Tabel 4 memperlihatkan hasil
perhitungan kelayakan untuk pengomposan, recycle, dan
waste to energy. Secara
keseluruhan biaya operasi atau produksi untuk membuat satu ton kompos
adalah sebesar Rp 355.500,
sedangkan harga kompos Rp 500/kg. Dalam hal ini, kondisi Break
Event Point (BEP) dapat
dicapai jika penjualannya mencapai 711 ton. Sedangkan dilihat dari
sudut Benefit-Cost ratio (B/C)
yang merupakan perbandingan hasil penjualan dengan biaya
operasi adalah sebesar 1,41%,
artinya dengan biaya operasi Rp 355.500 akan mendapatkan
keuntungan 1,41 kalinya. Hal ini
menunjukkan bahwa pengomposan sangat layak dilaksanakan.

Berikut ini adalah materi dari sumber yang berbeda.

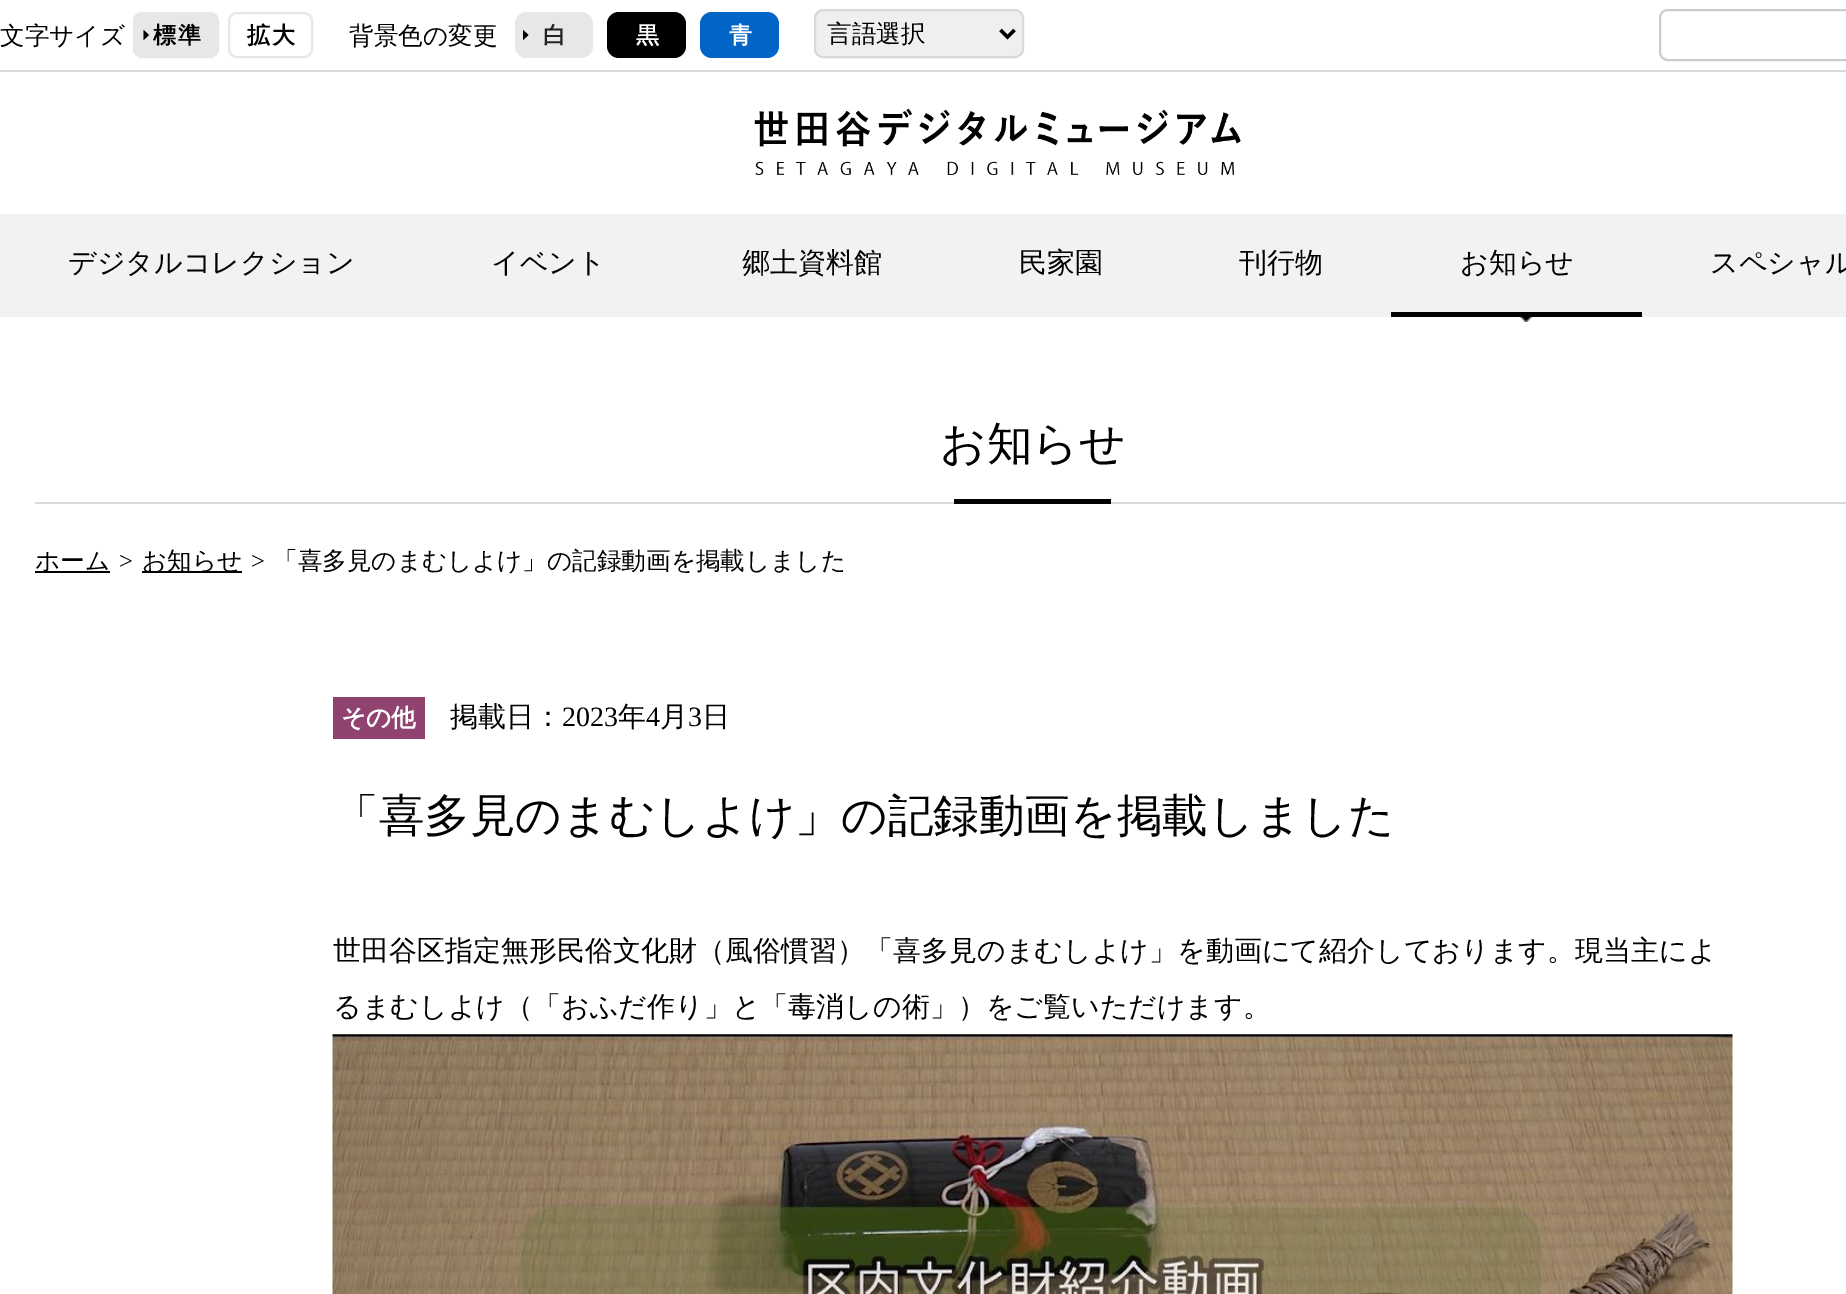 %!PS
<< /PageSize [1846 1294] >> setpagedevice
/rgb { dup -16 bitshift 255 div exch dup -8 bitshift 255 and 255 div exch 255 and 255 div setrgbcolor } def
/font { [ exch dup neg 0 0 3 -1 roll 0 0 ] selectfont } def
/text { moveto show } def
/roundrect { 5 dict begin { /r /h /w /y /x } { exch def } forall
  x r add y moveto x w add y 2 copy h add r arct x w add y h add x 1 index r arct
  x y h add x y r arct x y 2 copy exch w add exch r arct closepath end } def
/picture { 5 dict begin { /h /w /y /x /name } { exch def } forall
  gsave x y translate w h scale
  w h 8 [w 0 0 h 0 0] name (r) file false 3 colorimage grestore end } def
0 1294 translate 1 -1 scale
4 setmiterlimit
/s1 { /WenQuanYiZenHei-Medium 24.6 font 16#000000 rgb } def
/s2 { /WenQuanYiZenHei-Medium 28 font 16#000000 rgb } def
/s3 { /WenQuanYiZenHei-Medium 45.6 font 16#000000 rgb } def
/s4 { /LiberationSerif-Regular 24.6 font 16#000000 rgb } def
/s5 { /WenQuanYiZenHei-Bold 24.6 font 16#FFFFFF rgb } def
/s6 { /LiberationSerif-Regular 28 font 16#000000 rgb } def
16#FFFFFF rgb
0 0 1846 1294 rectfill
16#D9D9D9 rgb
0 70 1846 2 rectfill
s1
(文字サイズ) 0 44 text
16#E7E7E7 rgb
134 13 84 44 8 roundrect gsave fill grestore
2 setlinewidth
stroke
16#000000 rgb
143.5 40 moveto 143.5 30 lineto 149 35 lineto closepath fill
/WenQuanYiZenHei-Bold 23 font
153 43 moveto 2 0 (標準) ashow
16#E7E7E7 rgb
229 13 83 44 8 roundrect stroke
16#000000 rgb
247 43 moveto 2 0 (拡大) ashow
s1
(背景色の変更) 349 44 text
16#E7E7E7 rgb
515 12 78 46 12 roundrect fill
16#000000 rgb
523 40 moveto 523 30 lineto 528.5 35 lineto closepath fill
/WenQuanYiZenHei-Bold 23 font
16#222222 rgb
543 43 moveto 2 0 (白) ashow
16#000000 rgb
607 12 79 46 12 roundrect fill
16#FFFFFF rgb
636 43 moveto 2 0 (黒) ashow
16#0165C7 rgb
700 12 79 46 12 roundrect fill
16#FFFFFF rgb
729 43 moveto 2 0 (青) ashow
16#EFEFEF rgb
815 10 208 47 8 roundrect gsave fill grestore
16#D9D9D9 rgb
stroke
16#000000 rgb
3.5 setlinewidth
1000.5 30 moveto 1007.5 37 lineto 1014.5 30 lineto stroke
s1
(言語選択) 827 42 text
16#CCCCCC rgb
2 setlinewidth
1668 10 moveto 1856 10 lineto 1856 60 lineto 1668 60 lineto 1663.5 60 1660 56.5 1660 52 curveto 1660 18 lineto 1660 13.5 1663.5 10 1668 10 curveto closepath stroke
(pic1.raw) 754 108 487 67 picture
16#F2F2F2 rgb
0 214 1846 103 rectfill
s2
(デジタルコレクション) 68 272 text
(イベント) 491 272 text
(郷土資料館) 742 272 text
(民家園) 1019 272 text
(刊行物) 1239 272 text
1391 312 251 5 rectfill
(お知らせ) 1460 272 text
(pic2.raw) 1519 317 14 5 picture
(スペシャル) 1710 272 text
16#D9D9D9 rgb
35 502 1811 2 rectfill
s3
(お知らせ) 940 459 text
954 499 157 5 rectfill
35 571 75 2 rectfill
s1
(ホーム) 35 569 text
s4
(>) 119 569 text
142 571 100 2 rectfill
s1
(お知らせ) 142 569 text
s4
(>) 251 569 text
s1
(「喜多見のまむしよけ」の記録動画を掲載しました) 273 569 text
16#90436F rgb
333 697 92 42 rectfill
s5
(その他) 341 726 text
s2
(掲載日：) 450 726 text
s6
(2023) 562 726 text
s2
(年) 618 726 text
s6
(4) 646 726 text
s2
(月) 660 726 text
s6
(3) 688 726 text
s2
(日) 702 726 text
s3
(「喜多見のまむしよけ」の記録動画を掲載しました) 333 831 text
s2
(世田谷区指定無形民俗文化財（風俗慣習）「喜多見のまむしよけ」を動画にて紹介しております。現当主によ) 333 960 text
(るまむしよけ（「おふだ作り」と「毒消しの術」）をご覧いただけます。) 333 1016 text
(pic3.raw) 332 1034 1401 260 picture
showpage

Sedangkan ditinjau dari Return
of Invesment (ROI) yang merupakan ukuran perbandingan antara
keuntungan dengan biaya operasi,
didapatkan nilai ROI sebesar 0,406, artinya untuk setiap Rp 100
yang dikeluarkan akan didapatkan
keuntungan Rp 0,406. Jika diasumsikan 55% atau 330 ton
(55% x 6000 ton) sampah penduduk
DKI Jakarta dijadikan kompos, maka akan didapat
keuntungan sebesar Rp 867.000
dalam sehari. Pemda DKI Jakarta bukan hanya dapat mereduksi
timbunan sampah tetapi dapat
menambah Pendapatan Asli Daerah (PAD).
Untuk sampah organik, maka
alternatifnya adalah mengolah kembali menjadi suatu produk.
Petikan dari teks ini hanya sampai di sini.